Retail sales buck trend of positive economic data

Latest barometer of high street activity suggest recovery remains modest at best

 Shoppers pass a store offering Black Friday sales on Oxford Street in London, Britain. Police have been called to various supermarkets across Britain after chaos broke out during ‘Black Friday’ late night shopping. Photo: EPA/ANDY RAIN

Shoppers pass a store offering Black Friday sales on Oxford Street in London, Britain. Police have been called to various supermarkets across Britain after chaos broke out during ‘Black Friday’ late night shopping. Photo: EPA/ANDY RAIN

 

Retail sales have again bucked the trend of positive indicators surrounding the economy, registering a 0.7 per cent drop in October, primarily on the back of falling car sales.

However, when the volatile motor sector is excluded from the picture, sales rose by 0.3 per cent on the previous month, suggesting recovery in the sector is continuing, albeit modestly.

In addition, the latest official figures show sales have risen by 5.6 per cent on an annual basis.

According to the Central Statistics Office (CSO), the sector with the largest monthly decrease in October was motor trades, where sales fell by 3.8 per cent.

This follows an unprecedented 36 per cent jump in July of this year when the new 142 registration plates came in.

Sales of hardware, paints and glass also fell 3.5 per cent last month while sales in the “other retail” category dropped 3 per cent.

Conversely, the sectors with the largest monthly increases were furniture and lighting, which rose 8 per cent, department stores (2.4 per cent) and bars (2 per cent).

“There is little doubt that the consumer environment has improved this year, but the October data flatter the situation somewhat for two reasons,” Goodbody economist Dermot O’Leary said.

He said the acceleration in annual core retail sales growth in October is partly due to “very weak base effects” in October 2013.

Mr O’Leary also noted a further fall in the estimated core price deflator on an annual basis, suggesting retailers were aggressively discounting prices to increase footfall.

Alan McQuaid from Merrion Stockbrokers said the latest figures were “a touch weaker than we expected”.

“Consumer spending remains erratic on a monthly basis though on a year-on-year comparison it is well up on the same time last year, which is very encouraging,” he said.

“There have been clear signs of stronger personal expenditure in 2014, particularly in relation to new cars, concert tickets and online internet shopping.

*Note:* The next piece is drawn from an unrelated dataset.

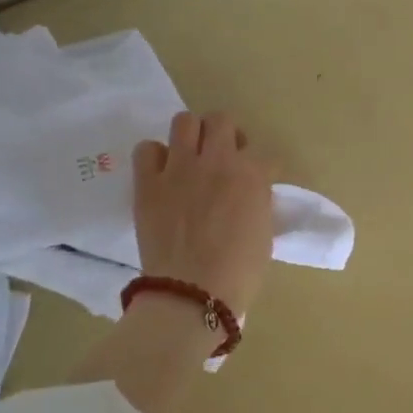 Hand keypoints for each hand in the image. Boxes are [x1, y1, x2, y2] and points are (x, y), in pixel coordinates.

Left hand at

Although there is still a general air of caution among consumers, there seems to be a view that the worst is over following the downturn of recent years,” he added.

Investec’s Philip O’Sullivan said: “Overall, while the improving trend in Irish retail sales over the past year has been well documented, it is nonetheless particularly encouraging to see that retail sales of so-called ‘big ticket’ discretionary items continue to lead the way.”

“This reflects the vast improvement in consumer sentiment, the better trends around the labour market -the Irish economy has added jobs in each of the past eight quarters, while the rate of unemployment has fallen in every month so far this year - and the Government’s recent decision to end its austerity drive.”

“We expect the above improving trends to continue into the New Year, which augurs well for Irish retailers over the busy Christmas sales period,” he added.

Retail Excellence Ireland said the latest data were, for the most part, positive.

Chief executive Seán Murphy said: “However, a major part of this growth is still being experienced within the M50.”

“The reality for many retailers in rural Ireland may not correlate with this data and it will take time in conjunction with proactive Government, and especially local government policies to support our secondary towns and villages to ensure that this recovery can take hold across the country,” he added.